━━━━━ Records shown
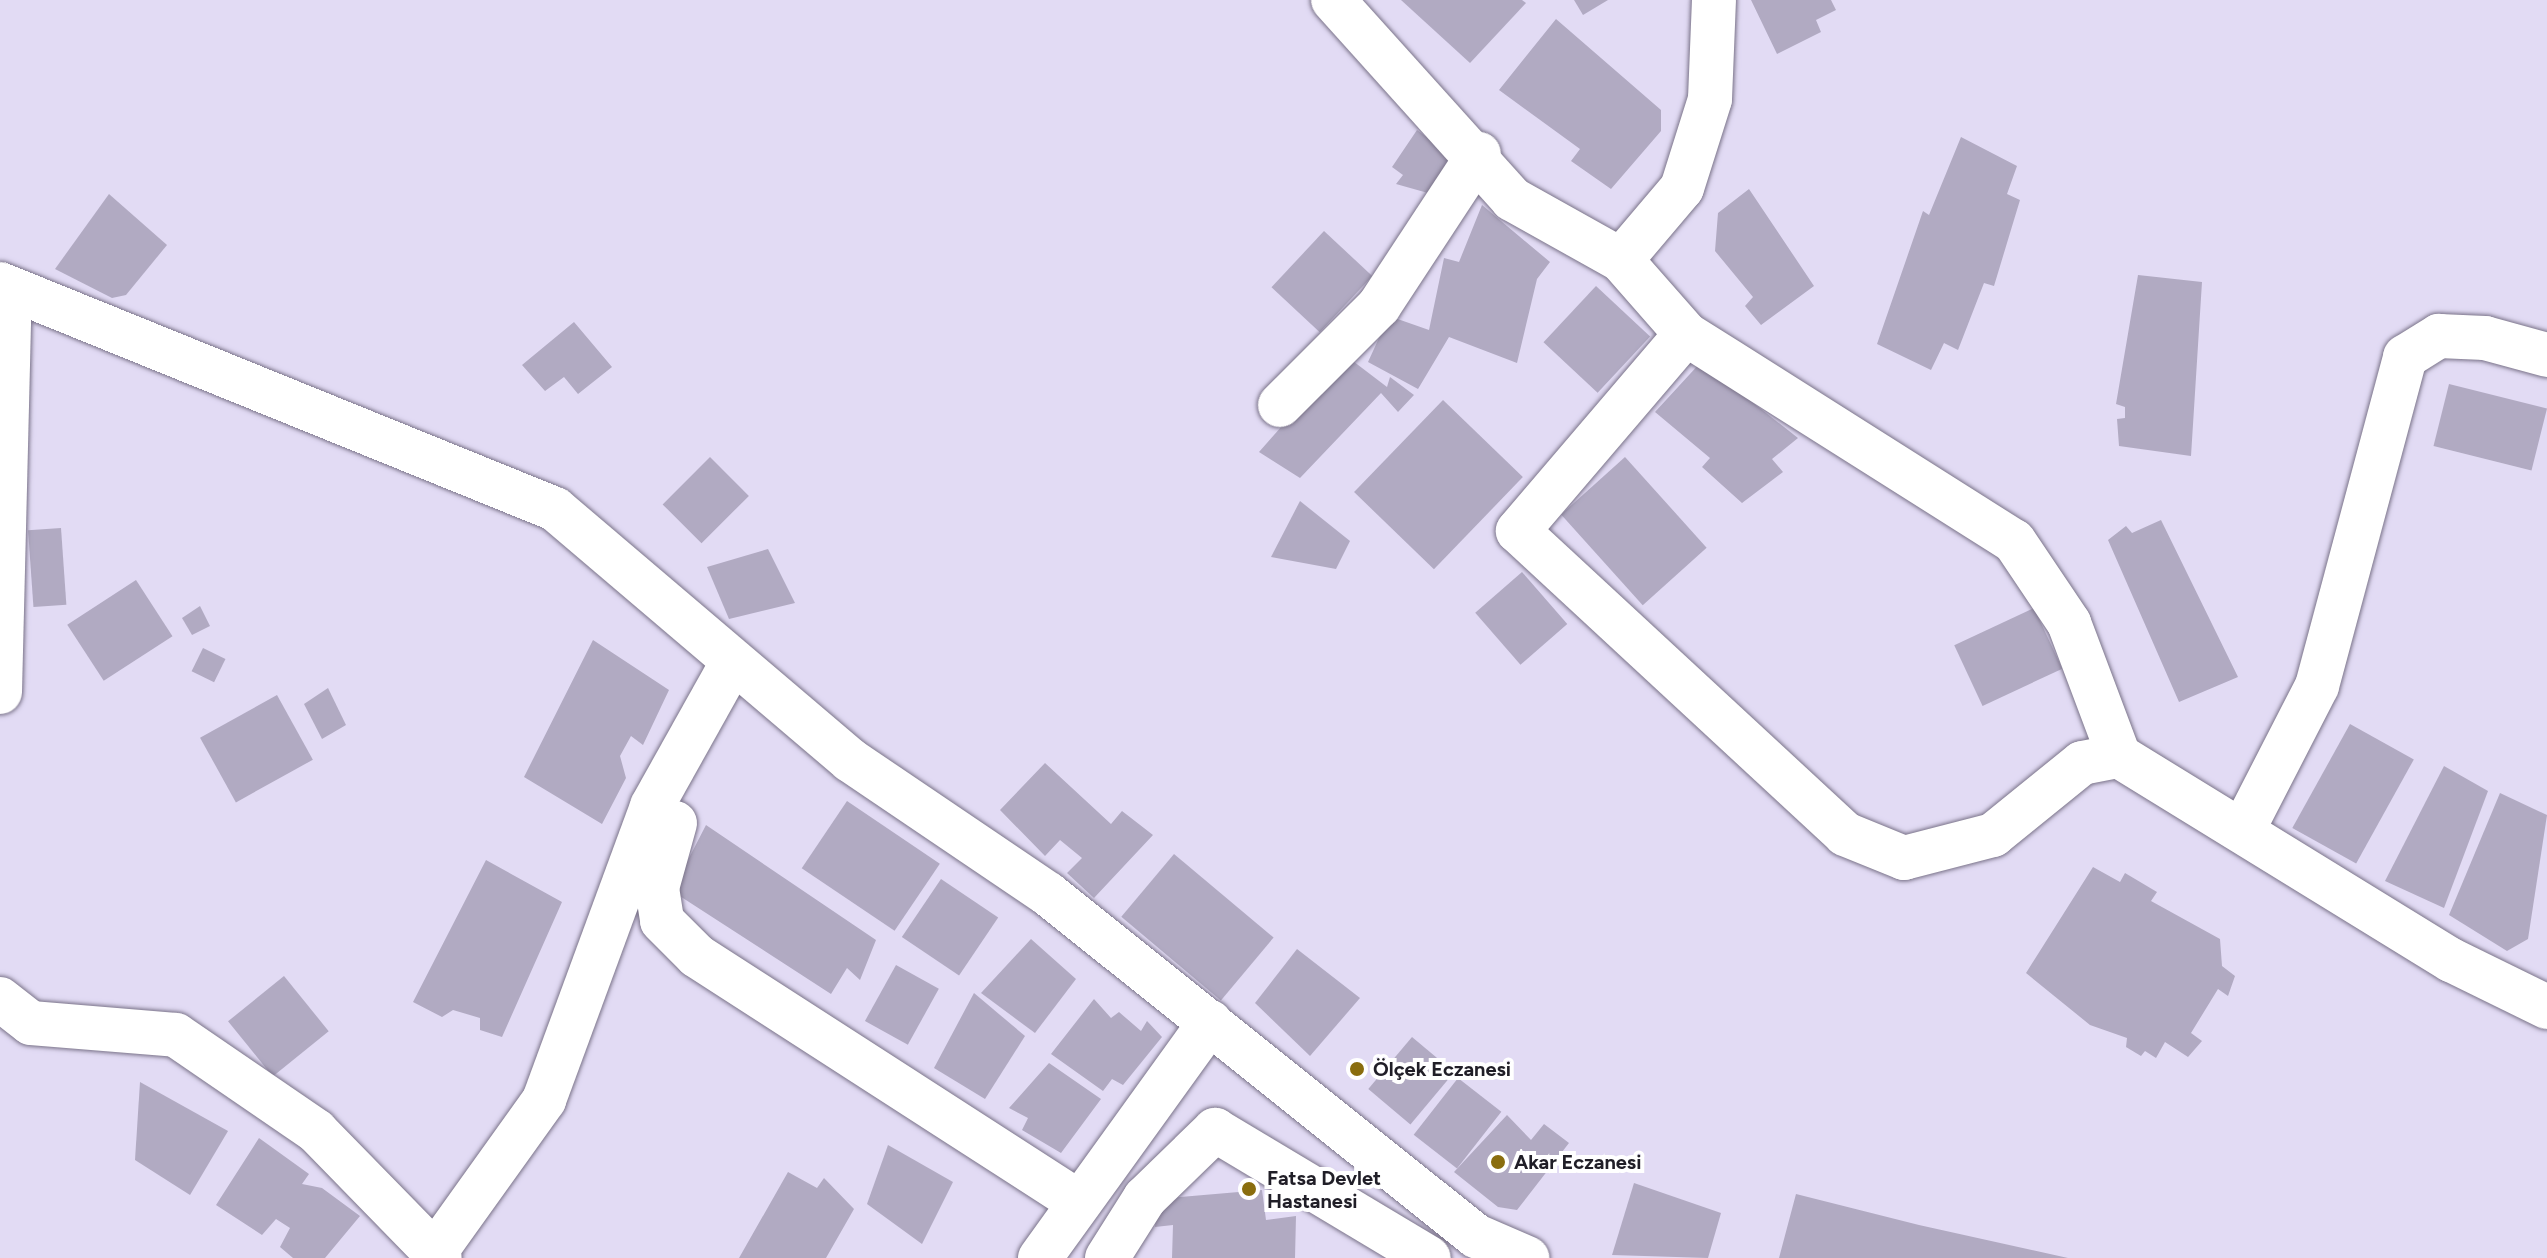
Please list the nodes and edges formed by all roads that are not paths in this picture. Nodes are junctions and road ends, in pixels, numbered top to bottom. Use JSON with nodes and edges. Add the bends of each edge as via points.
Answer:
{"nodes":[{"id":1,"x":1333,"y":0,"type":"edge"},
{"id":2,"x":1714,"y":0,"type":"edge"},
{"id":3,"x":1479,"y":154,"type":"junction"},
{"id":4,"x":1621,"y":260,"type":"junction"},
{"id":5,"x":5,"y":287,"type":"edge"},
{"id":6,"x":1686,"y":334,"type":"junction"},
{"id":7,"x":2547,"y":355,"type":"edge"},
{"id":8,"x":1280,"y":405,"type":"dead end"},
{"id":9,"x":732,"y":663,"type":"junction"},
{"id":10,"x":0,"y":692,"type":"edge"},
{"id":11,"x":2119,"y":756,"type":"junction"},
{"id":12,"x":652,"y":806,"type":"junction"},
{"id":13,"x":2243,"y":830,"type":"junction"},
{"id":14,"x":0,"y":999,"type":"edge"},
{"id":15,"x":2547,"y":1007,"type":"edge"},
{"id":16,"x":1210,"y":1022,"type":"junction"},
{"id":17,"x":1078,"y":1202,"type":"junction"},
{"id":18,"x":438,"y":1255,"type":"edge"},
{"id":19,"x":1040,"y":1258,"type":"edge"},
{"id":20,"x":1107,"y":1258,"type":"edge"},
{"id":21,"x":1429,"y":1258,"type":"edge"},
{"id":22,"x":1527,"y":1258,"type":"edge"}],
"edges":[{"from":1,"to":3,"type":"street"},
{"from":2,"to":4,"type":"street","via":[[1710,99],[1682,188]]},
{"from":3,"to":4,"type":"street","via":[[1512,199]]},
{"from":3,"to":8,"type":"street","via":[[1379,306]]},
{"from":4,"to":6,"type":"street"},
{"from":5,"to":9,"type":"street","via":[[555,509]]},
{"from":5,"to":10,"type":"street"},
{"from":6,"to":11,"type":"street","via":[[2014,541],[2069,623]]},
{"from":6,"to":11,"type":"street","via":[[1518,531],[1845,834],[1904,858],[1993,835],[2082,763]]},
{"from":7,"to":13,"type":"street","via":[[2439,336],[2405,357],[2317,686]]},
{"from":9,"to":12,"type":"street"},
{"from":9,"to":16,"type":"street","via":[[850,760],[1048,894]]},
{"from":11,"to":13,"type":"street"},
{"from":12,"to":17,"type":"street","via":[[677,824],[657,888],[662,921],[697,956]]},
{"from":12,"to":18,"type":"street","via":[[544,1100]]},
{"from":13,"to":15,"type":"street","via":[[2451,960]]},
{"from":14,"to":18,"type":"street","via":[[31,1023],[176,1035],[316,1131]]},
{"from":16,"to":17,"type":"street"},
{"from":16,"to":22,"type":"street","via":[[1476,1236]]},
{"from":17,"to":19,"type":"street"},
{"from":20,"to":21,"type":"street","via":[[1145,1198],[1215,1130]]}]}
━━━━━━━━━━
Among the entries above, identify all lines with "edges" and copy them.

Output of the task:
Please list the nodes and edges formed by all roads that are not paths in this picture. Nodes are junctions and road ends, in pixels, numbered top to bottom. Use JSON with nodes and edges. Add the bends of each edge as via points.
"edges":[{"from":1,"to":3,"type":"street"},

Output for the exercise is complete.